*** Entries supplied ***
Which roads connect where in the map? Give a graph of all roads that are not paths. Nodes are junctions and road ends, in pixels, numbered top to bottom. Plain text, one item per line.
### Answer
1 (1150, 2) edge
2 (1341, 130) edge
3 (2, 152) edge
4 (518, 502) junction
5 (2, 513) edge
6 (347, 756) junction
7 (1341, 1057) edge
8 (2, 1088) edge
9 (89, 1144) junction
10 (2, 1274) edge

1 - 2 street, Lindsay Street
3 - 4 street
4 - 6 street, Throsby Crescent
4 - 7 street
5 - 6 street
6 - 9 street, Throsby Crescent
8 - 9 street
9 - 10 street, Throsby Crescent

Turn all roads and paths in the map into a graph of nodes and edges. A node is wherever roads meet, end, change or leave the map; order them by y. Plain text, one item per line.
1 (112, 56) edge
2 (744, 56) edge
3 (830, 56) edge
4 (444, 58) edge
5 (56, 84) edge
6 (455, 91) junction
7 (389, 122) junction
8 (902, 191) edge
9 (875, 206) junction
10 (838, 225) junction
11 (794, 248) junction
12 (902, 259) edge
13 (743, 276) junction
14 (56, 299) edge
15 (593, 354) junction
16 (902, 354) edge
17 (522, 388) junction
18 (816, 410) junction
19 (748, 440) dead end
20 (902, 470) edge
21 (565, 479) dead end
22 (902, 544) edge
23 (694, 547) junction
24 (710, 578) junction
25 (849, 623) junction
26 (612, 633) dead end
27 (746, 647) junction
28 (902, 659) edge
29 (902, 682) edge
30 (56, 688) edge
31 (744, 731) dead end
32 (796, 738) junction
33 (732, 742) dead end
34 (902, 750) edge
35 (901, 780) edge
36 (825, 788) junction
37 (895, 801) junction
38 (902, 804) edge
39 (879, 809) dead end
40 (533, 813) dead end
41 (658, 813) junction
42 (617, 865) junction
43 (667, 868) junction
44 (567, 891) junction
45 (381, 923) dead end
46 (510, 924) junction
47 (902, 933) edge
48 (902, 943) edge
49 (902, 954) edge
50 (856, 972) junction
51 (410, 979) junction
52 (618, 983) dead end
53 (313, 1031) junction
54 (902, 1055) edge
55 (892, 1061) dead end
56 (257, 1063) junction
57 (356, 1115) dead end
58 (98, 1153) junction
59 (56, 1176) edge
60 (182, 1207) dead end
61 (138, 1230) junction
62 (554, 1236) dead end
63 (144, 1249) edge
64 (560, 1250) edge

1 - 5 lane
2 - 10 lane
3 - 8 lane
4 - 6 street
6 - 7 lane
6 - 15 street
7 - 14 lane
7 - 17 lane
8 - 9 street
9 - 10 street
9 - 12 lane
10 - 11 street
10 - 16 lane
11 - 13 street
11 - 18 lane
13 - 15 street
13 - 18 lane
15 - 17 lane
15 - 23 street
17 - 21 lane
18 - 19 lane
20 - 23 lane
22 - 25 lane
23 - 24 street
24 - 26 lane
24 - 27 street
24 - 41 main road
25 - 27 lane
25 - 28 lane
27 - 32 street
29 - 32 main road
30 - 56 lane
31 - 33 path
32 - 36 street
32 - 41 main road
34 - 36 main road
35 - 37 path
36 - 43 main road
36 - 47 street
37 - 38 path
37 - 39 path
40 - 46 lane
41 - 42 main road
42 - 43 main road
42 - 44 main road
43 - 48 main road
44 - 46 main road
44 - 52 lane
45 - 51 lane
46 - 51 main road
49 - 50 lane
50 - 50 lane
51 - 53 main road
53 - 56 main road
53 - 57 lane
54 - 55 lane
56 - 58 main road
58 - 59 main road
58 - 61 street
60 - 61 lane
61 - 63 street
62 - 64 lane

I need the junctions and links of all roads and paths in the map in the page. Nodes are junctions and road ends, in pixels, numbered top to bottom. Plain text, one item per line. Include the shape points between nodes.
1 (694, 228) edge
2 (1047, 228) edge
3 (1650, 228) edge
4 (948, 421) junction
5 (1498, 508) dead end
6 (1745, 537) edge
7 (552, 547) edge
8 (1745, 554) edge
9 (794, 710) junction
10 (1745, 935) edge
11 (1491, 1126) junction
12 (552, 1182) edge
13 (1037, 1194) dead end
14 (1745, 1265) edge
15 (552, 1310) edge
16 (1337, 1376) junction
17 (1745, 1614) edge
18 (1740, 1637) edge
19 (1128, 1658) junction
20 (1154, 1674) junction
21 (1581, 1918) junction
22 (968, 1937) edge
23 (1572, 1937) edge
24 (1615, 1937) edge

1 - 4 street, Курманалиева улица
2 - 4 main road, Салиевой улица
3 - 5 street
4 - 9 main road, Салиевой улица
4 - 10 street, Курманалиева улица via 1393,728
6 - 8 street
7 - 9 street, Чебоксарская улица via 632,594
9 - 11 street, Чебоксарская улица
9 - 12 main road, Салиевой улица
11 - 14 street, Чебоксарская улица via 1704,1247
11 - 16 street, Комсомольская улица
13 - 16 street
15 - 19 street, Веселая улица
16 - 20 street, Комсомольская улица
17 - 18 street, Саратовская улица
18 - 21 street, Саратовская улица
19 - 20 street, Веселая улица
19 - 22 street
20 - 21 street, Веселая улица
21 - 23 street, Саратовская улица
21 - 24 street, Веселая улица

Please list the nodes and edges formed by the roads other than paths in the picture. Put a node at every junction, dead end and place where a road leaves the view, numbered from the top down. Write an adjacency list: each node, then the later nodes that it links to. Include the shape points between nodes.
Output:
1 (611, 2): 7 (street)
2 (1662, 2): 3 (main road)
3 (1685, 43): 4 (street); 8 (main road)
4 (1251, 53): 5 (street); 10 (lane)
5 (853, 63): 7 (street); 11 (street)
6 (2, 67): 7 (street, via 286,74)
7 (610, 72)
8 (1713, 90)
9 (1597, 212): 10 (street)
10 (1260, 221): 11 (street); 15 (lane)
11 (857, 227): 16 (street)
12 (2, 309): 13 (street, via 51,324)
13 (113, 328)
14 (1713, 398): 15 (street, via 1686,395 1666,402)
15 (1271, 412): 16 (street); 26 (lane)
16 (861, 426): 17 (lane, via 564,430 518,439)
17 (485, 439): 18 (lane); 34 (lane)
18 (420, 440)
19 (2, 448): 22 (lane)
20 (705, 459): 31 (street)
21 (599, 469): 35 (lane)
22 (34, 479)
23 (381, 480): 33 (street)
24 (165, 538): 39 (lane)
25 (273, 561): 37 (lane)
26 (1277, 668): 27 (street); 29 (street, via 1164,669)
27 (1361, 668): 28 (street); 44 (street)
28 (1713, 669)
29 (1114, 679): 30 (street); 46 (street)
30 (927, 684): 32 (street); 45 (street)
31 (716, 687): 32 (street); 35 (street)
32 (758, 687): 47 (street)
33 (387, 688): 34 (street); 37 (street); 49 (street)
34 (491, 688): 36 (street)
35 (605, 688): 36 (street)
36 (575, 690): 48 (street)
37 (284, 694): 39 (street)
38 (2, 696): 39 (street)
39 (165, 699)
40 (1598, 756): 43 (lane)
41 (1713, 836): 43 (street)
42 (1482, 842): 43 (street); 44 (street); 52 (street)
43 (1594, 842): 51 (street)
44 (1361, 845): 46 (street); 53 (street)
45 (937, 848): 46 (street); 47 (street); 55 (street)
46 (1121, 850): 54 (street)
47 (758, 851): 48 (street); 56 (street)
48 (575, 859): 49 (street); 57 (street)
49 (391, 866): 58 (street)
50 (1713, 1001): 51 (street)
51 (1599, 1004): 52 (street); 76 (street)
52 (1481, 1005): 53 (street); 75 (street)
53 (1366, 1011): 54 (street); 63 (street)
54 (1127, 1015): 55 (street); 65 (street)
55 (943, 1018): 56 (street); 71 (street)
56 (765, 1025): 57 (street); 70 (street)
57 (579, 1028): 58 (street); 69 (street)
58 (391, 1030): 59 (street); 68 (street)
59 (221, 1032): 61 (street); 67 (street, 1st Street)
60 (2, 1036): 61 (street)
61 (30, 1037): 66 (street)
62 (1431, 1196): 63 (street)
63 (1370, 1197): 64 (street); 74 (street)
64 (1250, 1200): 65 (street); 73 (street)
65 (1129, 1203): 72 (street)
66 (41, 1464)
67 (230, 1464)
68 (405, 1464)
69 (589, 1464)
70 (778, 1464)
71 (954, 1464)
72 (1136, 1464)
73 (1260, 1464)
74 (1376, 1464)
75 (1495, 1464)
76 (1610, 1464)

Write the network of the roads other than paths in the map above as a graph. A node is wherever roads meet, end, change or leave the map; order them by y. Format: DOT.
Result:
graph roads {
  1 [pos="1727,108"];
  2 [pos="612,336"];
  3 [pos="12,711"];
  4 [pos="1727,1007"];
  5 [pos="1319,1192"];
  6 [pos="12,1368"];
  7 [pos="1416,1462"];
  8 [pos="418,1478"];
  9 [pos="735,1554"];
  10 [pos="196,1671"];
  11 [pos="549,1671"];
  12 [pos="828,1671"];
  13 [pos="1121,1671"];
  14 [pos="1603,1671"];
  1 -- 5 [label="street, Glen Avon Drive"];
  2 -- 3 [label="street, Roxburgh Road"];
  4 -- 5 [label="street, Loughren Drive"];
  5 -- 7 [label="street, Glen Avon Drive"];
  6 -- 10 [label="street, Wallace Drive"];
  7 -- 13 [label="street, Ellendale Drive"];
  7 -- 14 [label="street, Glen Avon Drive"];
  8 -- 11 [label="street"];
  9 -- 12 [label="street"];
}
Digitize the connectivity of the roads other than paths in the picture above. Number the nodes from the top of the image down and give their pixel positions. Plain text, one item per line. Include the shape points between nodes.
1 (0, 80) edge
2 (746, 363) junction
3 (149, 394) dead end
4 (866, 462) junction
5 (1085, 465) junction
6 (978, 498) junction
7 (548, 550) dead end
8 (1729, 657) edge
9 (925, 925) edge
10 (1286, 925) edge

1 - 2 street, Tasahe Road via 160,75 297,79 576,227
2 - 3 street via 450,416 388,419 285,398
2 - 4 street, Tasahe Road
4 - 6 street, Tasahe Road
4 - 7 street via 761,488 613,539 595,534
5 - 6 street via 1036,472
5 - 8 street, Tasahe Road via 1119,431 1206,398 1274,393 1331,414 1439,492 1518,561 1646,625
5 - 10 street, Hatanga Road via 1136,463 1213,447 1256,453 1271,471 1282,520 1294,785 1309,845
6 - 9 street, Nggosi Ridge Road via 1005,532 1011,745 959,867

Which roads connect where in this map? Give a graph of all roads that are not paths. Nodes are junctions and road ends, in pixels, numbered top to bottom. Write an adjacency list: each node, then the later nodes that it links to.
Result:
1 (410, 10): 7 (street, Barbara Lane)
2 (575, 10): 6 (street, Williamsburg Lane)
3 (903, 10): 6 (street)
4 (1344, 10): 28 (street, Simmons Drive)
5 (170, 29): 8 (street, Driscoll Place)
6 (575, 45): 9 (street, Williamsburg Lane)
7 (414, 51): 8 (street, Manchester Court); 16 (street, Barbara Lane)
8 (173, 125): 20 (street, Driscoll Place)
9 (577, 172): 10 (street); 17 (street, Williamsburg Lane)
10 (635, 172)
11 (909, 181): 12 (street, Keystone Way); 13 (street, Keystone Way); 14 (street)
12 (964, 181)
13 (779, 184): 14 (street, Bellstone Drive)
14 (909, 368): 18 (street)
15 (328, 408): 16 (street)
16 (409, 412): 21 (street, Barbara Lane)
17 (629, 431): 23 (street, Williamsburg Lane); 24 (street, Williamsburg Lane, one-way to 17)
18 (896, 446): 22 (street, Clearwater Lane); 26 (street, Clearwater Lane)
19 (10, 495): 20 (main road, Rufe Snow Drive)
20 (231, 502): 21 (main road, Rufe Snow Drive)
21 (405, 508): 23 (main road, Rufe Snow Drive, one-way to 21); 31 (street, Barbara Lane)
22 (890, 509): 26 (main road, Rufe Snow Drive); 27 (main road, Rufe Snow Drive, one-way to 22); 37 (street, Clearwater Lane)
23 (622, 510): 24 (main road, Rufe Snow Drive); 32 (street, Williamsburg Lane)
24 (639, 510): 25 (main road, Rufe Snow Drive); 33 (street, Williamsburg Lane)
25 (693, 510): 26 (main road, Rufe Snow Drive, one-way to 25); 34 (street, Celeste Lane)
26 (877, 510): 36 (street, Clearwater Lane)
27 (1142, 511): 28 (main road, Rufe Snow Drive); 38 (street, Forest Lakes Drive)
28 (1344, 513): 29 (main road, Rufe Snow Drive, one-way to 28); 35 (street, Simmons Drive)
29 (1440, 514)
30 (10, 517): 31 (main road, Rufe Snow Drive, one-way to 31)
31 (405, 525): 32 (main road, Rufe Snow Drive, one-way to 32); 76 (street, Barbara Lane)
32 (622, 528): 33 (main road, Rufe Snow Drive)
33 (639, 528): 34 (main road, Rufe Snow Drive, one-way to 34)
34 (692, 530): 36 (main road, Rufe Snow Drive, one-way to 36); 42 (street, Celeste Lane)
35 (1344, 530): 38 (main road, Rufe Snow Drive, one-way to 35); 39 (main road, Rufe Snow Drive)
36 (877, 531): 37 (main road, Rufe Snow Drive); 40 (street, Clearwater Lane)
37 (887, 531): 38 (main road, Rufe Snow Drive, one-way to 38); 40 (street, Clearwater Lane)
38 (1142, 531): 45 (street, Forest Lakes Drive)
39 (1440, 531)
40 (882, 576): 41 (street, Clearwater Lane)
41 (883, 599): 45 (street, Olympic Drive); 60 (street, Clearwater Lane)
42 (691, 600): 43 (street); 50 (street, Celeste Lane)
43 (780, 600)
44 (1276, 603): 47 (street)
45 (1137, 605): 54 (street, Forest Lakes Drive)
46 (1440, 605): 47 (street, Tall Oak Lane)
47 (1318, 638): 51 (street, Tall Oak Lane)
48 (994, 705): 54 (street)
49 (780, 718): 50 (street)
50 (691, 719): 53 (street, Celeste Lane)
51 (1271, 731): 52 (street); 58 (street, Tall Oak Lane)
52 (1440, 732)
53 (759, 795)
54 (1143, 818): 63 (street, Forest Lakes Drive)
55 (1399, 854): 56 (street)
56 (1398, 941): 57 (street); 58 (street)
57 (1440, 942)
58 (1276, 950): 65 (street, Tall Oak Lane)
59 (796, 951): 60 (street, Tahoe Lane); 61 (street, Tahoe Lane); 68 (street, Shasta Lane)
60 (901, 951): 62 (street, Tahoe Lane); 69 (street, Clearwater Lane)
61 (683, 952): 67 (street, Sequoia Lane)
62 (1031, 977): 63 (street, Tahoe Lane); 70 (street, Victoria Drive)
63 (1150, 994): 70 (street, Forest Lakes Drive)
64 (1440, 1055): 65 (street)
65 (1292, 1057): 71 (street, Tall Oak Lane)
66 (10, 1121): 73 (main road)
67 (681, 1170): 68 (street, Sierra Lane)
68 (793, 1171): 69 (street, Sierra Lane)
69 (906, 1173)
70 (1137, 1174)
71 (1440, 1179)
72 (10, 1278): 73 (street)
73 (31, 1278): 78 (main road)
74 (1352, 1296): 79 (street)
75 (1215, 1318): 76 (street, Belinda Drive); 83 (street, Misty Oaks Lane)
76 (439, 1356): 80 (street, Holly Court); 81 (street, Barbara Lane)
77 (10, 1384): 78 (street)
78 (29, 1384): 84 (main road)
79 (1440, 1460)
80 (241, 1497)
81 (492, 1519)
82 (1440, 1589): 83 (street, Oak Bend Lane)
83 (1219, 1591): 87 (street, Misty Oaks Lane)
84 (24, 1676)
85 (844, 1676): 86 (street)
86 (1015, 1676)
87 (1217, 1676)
***
▶ _Exercise instructions_:
Count up the lines in the listing that hold the word "above", and give that number only.

▶ _Task answer_:
2